Científicos han desarrollado un prototipo de sensor electroquímico capaz de detectar opioides en el punto de necesidad. Este dispositivo, que combina electrodos de carbono serigrafiados con un polímero molecularmente impreso (MIP), ofrece una detección rápida y selectiva de sustancias como el fentanilo y la heroína. La capacidad de identificar estos compuestos de forma ágil y precisa es crucial para abordar la crisis de opioides, permitiendo intervenciones más rápidas en situaciones de sobredosis o en el control de sustancias ilícitas.

El sensor utiliza un polímero molecularmente impreso como capa de reconocimiento, lo que le confiere una alta selectividad para moléculas específicas de opioides. Cuando las moléculas de opioide se unen a los sitios de reconocimiento del MIP, se produce un cambio en la corriente electroquímica que es medido por los electrodos de carbono. Este método permite la cuantificación de los opioides en la muestra con una sensibilidad comparable a la de técnicas de laboratorio más complejas, pero en un formato portátil y de bajo coste. La validación del dispositivo se realizó con muestras de drogas incautadas, demostrando su eficacia en escenarios reales.

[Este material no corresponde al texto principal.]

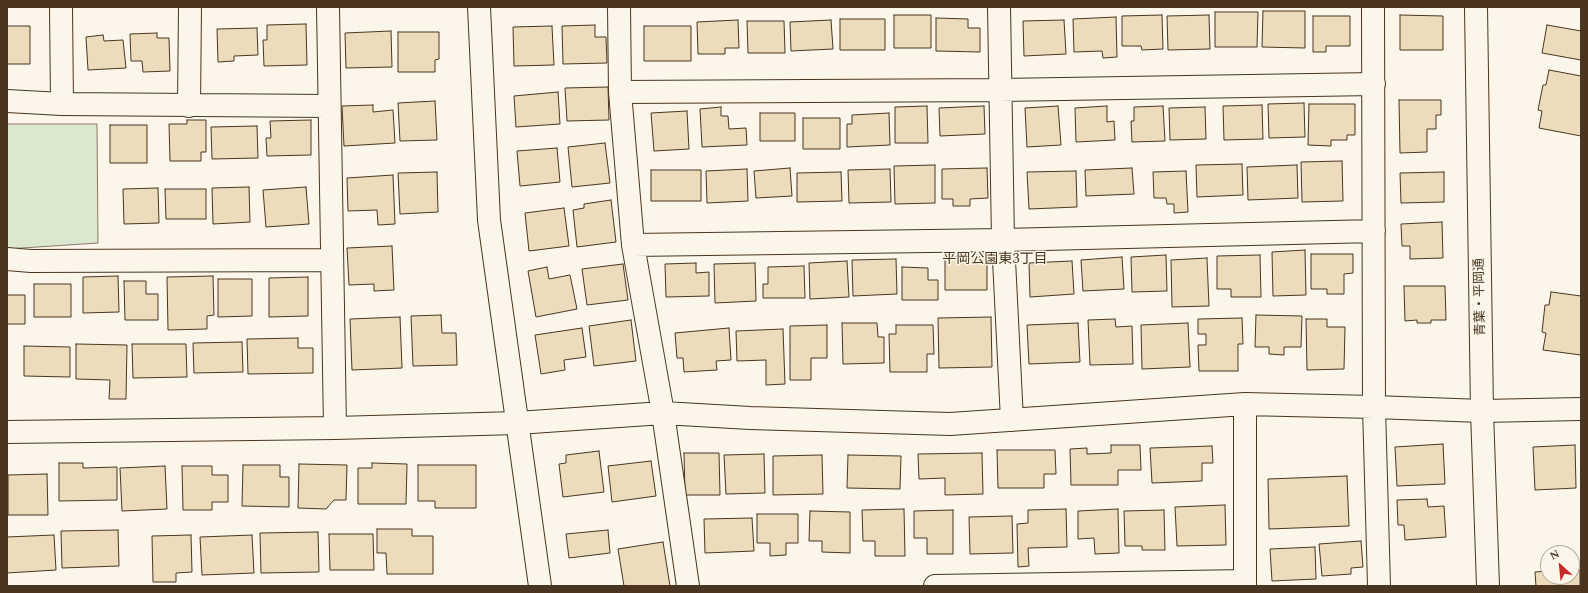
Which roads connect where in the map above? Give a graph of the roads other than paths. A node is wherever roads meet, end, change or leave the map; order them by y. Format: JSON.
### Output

La principal ventaja de este sensor reside en su potencial para ser utilizado fuera de un laboratorio, como en servicios de emergencia, comisarías o incluso por personal médico en el campo. La rapidez en la detección (minutos en lugar de horas) y la facilidad de uso podrían transformar la respuesta a emergencias relacionadas con opioides, facilitando la administración de antídotos como la naloxona de manera más oportuna. Además, podría ser una herramienta valiosa para las fuerzas del orden en la identificación de drogas en el lugar de la incautación, mejorando la eficiencia en la lucha contra el tráfico de estupefacientes.